## THE TASK
Take from the listing each line that has the string "Allée".

## DATASET RECORDS
***

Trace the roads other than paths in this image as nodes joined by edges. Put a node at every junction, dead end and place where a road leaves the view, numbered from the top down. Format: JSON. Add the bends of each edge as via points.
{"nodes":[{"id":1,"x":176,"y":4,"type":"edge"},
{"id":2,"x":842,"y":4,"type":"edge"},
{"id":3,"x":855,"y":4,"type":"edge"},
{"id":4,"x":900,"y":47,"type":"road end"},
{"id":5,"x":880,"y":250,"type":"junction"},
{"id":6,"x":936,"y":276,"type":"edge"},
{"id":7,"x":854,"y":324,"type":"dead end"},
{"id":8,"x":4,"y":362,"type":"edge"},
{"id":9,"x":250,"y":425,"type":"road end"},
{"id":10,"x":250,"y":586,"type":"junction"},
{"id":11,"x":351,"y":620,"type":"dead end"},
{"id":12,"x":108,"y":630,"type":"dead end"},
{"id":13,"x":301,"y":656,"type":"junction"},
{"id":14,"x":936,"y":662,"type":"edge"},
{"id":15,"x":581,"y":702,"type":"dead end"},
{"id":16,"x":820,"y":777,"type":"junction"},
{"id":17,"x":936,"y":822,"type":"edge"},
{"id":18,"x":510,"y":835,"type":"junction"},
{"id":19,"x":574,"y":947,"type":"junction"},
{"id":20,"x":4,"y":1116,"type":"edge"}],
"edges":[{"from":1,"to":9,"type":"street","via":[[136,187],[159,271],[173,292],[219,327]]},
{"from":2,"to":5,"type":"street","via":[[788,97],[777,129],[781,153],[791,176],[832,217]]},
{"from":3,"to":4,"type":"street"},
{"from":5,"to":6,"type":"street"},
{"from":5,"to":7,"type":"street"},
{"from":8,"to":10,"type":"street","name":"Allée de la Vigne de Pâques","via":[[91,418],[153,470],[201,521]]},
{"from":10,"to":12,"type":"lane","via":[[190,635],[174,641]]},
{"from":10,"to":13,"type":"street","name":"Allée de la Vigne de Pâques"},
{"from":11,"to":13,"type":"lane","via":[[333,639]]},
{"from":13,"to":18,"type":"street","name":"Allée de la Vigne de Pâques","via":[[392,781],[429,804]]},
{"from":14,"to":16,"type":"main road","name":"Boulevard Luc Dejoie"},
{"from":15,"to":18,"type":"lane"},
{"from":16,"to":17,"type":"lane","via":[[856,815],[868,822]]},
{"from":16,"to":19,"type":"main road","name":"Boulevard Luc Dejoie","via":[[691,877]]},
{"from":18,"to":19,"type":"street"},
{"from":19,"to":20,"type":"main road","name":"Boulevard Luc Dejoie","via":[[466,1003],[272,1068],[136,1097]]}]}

***

## SOLUTION FOR THIS EXERCISE
{"from":8,"to":10,"type":"street","name":"Allée de la Vigne de Pâques","via":[[91,418],[153,470],[201,521]]},
{"from":10,"to":13,"type":"street","name":"Allée de la Vigne de Pâques"},
{"from":13,"to":18,"type":"street","name":"Allée de la Vigne de Pâques","via":[[392,781],[429,804]]},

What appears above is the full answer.